HITACHI AND PARTNERS HEALTHCARE TO USE AI TO LOWER HOSPITAL READMISSIONS: Japanese technology company Hitachi has partnered with Partners Healthcare’s Connected Health group to develop artificial intelligence (AI) powered tools to predict and prevent hospital readmission in patients with heart failure, according to HIT Consultant . The AI algorithm that they developed uses a form of machine learning that can highlight critical factors that lead it to identify a patient as being at high risk for readmission. This gives hospital personnel the opportunity to take steps to mitigate that risk. Researchers working on the algorithm tested it by using it on data from over 12,000 heart failure patients who were discharged, comparing its predictions to what actually happened. Preventing hospital readmissions is a critical metric for hospitals — too high a readmission rate can lead to penalties under the Affordable Care Act and can cost payers well over $10,000 per incident. Using AI-powered tools to prevent readmissions can help hospitals and insurers to reduce costs and improve outcomes.

MERCY JOINS AVIA INNOVATOR NETWORK TO IMPROVE INNOVATION: Mercy Health, the largest health system in Ohio, announced that it has joined the AVIA Innovator Network to gain insights into digital innovation. AVIA is a network of over 24 health systems across the US and the UK that have partnered to accelerate the identification, adoption, and circulation of highly impactful digital strategies. Through these collaborations, AVIA has been able to create a field-tested methodology to enable health systems to develop an innovation blueprint.
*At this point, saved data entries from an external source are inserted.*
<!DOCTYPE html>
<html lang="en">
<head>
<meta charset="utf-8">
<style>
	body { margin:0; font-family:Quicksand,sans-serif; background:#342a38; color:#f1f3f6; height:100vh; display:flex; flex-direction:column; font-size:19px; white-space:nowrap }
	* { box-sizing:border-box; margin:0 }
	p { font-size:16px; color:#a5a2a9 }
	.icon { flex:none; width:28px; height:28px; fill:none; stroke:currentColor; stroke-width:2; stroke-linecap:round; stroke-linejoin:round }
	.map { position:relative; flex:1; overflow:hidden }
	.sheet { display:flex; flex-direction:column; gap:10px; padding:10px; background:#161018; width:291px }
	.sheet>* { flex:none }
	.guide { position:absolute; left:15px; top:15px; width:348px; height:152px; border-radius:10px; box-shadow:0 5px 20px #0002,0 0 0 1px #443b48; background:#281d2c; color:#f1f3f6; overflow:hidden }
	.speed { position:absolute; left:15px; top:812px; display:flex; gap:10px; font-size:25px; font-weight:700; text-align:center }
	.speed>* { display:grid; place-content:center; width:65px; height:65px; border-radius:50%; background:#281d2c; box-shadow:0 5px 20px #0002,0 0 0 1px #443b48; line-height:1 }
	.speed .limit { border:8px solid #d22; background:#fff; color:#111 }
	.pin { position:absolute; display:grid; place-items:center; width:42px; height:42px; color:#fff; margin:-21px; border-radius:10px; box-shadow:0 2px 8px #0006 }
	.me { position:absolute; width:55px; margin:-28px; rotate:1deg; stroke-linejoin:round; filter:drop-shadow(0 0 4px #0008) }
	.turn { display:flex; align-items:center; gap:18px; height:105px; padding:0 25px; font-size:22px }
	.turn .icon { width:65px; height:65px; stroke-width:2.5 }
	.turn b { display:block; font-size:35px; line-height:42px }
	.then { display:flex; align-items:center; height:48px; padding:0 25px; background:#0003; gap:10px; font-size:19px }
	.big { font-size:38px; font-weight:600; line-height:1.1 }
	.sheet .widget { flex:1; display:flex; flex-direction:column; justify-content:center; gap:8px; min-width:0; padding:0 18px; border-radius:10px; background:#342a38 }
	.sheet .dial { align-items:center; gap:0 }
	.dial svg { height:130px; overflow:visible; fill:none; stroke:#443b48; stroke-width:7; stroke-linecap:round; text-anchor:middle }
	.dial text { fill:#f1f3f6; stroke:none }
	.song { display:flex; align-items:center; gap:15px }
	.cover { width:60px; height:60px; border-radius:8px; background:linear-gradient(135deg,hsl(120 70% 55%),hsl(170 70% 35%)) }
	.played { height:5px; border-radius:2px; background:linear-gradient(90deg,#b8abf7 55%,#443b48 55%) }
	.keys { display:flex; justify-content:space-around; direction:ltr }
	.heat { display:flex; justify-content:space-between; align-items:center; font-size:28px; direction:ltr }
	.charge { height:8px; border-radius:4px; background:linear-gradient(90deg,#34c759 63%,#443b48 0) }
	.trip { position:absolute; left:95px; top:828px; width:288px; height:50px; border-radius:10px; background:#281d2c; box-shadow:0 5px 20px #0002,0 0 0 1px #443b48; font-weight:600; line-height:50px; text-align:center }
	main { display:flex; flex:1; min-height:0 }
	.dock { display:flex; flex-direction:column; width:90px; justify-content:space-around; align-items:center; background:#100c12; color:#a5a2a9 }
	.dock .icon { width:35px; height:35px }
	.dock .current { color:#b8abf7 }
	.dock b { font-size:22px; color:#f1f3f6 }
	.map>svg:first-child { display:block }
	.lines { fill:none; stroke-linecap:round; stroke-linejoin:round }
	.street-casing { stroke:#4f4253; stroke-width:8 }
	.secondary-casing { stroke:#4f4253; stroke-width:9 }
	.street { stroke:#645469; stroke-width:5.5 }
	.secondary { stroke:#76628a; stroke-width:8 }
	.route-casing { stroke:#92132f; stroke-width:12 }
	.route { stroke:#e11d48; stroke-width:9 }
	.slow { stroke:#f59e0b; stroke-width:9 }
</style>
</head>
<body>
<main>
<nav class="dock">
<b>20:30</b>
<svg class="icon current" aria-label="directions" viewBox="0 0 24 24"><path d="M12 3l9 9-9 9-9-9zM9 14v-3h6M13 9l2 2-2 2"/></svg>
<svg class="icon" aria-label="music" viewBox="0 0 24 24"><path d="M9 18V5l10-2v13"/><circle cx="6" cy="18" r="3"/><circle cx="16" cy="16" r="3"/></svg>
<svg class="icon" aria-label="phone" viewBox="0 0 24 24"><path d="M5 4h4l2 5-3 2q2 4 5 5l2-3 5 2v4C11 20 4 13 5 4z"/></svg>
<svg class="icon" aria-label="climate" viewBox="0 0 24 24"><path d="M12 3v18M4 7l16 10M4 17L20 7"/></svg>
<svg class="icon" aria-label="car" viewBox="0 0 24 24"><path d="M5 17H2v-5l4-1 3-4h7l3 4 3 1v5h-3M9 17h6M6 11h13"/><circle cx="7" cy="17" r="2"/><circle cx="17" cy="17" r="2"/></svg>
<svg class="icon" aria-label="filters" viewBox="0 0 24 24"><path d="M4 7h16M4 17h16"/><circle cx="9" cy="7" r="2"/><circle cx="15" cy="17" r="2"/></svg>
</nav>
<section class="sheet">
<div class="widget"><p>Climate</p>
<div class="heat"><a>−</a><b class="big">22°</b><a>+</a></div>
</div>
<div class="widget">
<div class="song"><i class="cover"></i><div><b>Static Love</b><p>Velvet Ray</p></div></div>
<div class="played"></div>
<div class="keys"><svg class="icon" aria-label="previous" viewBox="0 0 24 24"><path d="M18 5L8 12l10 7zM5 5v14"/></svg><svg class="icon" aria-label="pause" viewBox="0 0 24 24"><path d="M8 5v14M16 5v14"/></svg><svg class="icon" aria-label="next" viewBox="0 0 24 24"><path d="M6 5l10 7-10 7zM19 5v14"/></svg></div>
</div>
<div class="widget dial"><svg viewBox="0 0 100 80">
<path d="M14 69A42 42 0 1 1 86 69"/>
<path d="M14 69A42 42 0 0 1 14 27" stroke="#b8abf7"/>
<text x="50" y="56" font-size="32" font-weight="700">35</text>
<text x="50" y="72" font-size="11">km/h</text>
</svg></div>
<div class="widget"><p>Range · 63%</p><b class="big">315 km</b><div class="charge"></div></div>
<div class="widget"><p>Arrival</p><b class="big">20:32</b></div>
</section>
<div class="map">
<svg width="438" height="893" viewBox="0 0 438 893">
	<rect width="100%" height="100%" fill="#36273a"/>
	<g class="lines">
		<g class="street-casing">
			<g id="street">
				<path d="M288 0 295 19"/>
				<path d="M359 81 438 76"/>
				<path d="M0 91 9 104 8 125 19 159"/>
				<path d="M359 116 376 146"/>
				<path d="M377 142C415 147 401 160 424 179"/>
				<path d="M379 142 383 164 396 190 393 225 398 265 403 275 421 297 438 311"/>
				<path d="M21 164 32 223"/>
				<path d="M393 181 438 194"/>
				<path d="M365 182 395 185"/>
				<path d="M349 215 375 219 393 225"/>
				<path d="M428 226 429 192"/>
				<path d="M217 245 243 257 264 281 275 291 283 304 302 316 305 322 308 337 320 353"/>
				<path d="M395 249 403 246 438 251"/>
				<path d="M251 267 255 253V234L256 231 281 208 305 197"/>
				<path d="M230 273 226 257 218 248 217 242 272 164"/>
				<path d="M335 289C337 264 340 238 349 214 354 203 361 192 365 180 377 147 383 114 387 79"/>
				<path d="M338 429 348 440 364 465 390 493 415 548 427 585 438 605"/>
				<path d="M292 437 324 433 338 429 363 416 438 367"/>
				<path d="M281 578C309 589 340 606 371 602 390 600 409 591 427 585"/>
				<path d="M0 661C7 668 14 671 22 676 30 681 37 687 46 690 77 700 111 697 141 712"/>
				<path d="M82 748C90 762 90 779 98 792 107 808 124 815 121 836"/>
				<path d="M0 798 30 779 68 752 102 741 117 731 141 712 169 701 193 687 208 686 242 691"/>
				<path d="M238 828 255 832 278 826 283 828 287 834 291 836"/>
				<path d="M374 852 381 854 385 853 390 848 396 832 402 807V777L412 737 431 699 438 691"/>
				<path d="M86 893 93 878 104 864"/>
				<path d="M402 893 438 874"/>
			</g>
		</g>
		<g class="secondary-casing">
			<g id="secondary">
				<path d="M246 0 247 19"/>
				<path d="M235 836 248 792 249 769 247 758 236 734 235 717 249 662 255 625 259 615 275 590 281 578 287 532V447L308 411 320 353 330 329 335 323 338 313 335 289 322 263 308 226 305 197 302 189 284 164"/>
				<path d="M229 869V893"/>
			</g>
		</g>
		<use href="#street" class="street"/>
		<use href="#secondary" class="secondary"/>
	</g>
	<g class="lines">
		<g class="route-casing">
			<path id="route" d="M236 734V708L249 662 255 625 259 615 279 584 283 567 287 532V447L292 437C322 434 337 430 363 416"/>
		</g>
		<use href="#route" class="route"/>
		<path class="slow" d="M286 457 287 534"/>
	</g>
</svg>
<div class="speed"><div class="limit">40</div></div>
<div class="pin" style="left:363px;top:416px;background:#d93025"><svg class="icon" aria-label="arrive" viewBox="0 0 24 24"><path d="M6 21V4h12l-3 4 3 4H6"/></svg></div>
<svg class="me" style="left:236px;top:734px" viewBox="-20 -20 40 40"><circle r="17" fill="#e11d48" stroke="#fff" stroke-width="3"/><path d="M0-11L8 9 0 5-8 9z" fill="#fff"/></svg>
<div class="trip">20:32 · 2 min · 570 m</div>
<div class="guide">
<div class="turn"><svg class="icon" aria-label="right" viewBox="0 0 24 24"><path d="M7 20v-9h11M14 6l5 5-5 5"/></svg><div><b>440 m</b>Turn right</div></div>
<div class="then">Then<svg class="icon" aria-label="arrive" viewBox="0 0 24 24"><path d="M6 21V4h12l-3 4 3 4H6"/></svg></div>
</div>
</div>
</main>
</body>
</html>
While only 10% of providers and payers were actively executing digital transformation initiatives as of March, that number is expected to reach 42% among providers in the next year, according to an IDC survey cited by HealthcareITNews.

In other news…
The FCC voted to repeal 2015’s Open Internet Order, which established net neutrality regulations on Thursday, according to TechCrunch. The decision will likely impact the deployment of telemedicine in the US, however, parties disagree whether the effects will be positive or negative.
MassChallenge, a non-profit startup accelerator, has named 32 startups to participate in PULSE 2018, its digital health program, AmericanInno reports. The program aims to partner startups with healthcare institutions, systems, and payers to better achieve milestone goals.